The post was closed as a permanent installation in 1922, but served as a training center for the 5th Corps of the United States Army, for Reserve Officer training, Citizen’s Military Training Camps and for the National Guard until 1932. Between 1925 and 1928, it was renamed “Camp Henry Knox National Forest”.

The Army established a Mechanized Force (cavalry) at Fort Eustis, Virginia, in 1930. It included armored cars, truck drawn artillery, anti-aircraft artillery, infantry tanks and engineers. The tank company was Company A, 1st Tank Regiment, and is known today as Company A, 1st Battalion, 66th Armored Regiment. It is the oldest tank unit in the U.S. Army. The Fort Eustis force was disbanded in October 1931, and its headquarters was moved to Camp Knox. Congress designated Camp Knox as a permanent garrison on January 1,1932, and changed the name to Fort Knox. January 16, 1933, brought the 1st Cavalry Regiment, the oldest mounted regiment in the U.S. Army, to its new home in Kentucky.

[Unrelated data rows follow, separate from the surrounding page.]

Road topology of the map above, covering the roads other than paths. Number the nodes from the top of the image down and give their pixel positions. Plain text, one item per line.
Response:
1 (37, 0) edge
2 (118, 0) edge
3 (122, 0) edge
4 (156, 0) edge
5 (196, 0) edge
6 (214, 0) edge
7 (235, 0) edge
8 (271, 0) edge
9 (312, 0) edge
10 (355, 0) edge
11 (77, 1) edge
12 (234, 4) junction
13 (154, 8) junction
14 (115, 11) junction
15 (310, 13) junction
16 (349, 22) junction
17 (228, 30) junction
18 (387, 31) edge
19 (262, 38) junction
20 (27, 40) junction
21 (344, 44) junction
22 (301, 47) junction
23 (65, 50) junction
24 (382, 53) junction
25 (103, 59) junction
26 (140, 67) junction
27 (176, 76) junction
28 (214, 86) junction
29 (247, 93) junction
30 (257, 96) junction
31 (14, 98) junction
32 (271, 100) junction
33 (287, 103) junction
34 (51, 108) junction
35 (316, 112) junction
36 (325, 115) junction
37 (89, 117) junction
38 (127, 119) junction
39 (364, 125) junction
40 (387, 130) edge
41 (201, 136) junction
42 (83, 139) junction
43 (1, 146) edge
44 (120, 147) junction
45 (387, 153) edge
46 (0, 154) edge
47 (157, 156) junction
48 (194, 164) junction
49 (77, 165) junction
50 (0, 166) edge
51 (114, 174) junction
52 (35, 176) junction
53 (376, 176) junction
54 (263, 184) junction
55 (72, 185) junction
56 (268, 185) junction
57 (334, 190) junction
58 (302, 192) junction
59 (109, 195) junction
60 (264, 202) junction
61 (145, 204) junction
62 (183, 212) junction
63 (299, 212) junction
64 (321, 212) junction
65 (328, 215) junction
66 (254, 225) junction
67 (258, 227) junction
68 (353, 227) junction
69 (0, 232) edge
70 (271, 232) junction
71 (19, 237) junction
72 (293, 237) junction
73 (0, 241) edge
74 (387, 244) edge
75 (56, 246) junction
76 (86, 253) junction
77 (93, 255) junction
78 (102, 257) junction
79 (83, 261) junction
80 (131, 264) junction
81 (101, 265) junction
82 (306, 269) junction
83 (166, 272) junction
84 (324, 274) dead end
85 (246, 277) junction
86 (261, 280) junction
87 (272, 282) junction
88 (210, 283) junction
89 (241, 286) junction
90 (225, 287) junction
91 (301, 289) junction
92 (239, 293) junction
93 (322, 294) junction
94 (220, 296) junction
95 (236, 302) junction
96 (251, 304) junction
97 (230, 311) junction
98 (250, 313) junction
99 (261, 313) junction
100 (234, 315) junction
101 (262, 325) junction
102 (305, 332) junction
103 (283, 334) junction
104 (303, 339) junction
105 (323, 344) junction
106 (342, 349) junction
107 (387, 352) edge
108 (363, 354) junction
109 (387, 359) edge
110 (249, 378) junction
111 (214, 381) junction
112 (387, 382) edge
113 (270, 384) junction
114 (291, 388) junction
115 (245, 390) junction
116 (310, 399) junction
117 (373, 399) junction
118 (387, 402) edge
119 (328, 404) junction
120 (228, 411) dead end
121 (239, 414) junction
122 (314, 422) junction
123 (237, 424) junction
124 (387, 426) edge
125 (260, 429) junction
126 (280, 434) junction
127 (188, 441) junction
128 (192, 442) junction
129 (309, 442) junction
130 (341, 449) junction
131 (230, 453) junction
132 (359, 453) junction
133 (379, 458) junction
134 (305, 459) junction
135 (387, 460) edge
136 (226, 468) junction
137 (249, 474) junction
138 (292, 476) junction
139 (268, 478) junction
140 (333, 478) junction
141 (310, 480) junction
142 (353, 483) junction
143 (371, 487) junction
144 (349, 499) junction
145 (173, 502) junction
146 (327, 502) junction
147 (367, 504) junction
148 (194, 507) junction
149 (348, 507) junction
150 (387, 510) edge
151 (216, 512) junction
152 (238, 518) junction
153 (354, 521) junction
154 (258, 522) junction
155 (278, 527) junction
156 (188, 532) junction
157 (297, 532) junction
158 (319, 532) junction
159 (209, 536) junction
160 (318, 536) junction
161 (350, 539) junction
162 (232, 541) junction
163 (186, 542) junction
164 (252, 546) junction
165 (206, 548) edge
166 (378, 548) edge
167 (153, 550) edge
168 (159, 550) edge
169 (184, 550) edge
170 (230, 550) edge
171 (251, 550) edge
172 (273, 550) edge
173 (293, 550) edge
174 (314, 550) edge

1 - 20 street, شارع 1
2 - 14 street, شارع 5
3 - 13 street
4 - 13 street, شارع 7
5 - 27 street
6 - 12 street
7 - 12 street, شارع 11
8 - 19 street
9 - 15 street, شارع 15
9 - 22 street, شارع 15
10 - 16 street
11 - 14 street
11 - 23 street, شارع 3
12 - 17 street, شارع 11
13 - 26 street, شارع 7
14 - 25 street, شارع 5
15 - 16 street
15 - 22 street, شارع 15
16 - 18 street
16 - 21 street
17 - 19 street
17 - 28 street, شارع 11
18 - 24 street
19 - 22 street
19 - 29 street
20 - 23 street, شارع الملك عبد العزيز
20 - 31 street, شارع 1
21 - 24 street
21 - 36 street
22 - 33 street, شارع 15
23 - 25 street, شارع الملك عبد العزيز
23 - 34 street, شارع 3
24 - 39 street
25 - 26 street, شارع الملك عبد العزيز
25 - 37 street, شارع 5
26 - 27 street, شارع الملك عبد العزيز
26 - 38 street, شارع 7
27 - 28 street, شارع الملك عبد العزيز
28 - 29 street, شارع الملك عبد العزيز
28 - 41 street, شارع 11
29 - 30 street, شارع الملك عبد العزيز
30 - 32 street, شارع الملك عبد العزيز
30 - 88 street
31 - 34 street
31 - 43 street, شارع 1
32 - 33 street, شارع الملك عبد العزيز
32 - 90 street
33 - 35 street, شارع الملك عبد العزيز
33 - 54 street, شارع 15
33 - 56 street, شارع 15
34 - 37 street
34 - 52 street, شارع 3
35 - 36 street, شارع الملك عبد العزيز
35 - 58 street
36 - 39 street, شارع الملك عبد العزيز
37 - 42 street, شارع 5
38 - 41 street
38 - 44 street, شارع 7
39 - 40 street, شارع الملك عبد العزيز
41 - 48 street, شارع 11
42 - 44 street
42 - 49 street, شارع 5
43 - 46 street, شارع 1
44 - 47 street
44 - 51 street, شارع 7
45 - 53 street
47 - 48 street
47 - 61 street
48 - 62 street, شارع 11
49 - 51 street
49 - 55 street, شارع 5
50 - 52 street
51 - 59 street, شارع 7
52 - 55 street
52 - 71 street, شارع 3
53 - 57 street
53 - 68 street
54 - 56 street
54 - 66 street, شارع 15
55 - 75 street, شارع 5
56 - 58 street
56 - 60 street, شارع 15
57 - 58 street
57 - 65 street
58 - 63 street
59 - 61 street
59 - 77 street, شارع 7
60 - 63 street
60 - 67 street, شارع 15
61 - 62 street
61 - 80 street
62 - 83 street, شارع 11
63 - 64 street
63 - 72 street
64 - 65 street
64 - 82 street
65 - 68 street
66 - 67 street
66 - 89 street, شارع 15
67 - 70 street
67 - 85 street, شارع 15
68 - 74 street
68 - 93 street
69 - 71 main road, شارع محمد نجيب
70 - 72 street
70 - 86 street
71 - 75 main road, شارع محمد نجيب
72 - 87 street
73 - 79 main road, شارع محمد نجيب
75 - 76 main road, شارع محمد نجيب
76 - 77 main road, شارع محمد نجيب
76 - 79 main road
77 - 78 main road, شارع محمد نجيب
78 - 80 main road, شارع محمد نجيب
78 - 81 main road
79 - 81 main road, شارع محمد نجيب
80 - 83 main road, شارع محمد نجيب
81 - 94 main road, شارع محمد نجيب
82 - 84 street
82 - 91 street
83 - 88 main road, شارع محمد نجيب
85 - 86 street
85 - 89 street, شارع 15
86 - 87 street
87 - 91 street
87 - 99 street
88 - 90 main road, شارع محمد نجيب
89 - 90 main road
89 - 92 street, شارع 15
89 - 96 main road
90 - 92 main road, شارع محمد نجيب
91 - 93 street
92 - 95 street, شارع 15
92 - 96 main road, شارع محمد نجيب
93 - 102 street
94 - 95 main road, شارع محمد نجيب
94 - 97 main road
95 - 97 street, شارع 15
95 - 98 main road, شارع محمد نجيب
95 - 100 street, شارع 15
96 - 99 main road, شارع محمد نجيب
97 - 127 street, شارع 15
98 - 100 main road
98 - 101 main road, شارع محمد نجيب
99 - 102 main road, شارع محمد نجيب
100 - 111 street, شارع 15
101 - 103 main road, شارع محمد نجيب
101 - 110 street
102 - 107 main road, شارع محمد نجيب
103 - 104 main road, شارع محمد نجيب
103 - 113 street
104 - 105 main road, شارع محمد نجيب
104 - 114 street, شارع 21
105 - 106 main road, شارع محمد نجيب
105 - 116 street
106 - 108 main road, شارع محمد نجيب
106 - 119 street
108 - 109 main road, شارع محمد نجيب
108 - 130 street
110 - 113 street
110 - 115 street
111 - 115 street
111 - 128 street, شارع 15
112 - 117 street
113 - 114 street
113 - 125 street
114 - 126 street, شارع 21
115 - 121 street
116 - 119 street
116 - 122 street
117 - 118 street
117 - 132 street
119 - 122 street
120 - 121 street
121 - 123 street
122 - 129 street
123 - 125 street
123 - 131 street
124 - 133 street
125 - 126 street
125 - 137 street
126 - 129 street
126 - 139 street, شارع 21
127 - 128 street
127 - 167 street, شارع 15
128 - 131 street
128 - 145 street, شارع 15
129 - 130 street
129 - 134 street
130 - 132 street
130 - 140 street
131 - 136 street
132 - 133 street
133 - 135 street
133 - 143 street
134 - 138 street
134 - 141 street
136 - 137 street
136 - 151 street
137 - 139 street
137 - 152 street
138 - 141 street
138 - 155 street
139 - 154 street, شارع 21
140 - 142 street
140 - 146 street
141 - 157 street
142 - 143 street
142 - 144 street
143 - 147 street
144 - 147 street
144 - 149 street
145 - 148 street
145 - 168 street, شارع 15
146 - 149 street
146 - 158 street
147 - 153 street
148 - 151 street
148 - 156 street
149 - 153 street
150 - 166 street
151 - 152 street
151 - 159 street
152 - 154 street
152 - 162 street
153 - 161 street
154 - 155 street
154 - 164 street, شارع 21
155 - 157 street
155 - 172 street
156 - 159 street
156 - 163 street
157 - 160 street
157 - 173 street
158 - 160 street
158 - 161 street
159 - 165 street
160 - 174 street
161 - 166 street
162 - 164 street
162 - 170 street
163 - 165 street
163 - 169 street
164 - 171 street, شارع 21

In the late 1930s, Fort Knox served as the center for cavalry mechanization and developed much of the tactics and doctrine that the Armored Force would use upon establishment.

Construction and Security

Satelitte images of Fort Knox taken by Europa Technologies and Google Earth.
Figure 1. Satellite views of the bullion depository, 2010. The once isolated building is crowded by an interstate highway inter-change. Photo at right shows the security perimeter. (Images copyright 2010 Europa Technologies and Google Earth, used by permission.)

The two-story basement and attic building is constructed of granite, steel, and concrete. Its exterior dimensions measure 105 feet by 121 feet. Its height is 42 feet above ground level. The building’s construction was supervised by the Procurement Division of the Treasury Department, now the Public Buildings Administration of the General Services Administration (GSA). Upon its completion, the Depository was placed under the jurisdiction of the Director of the United States Mint.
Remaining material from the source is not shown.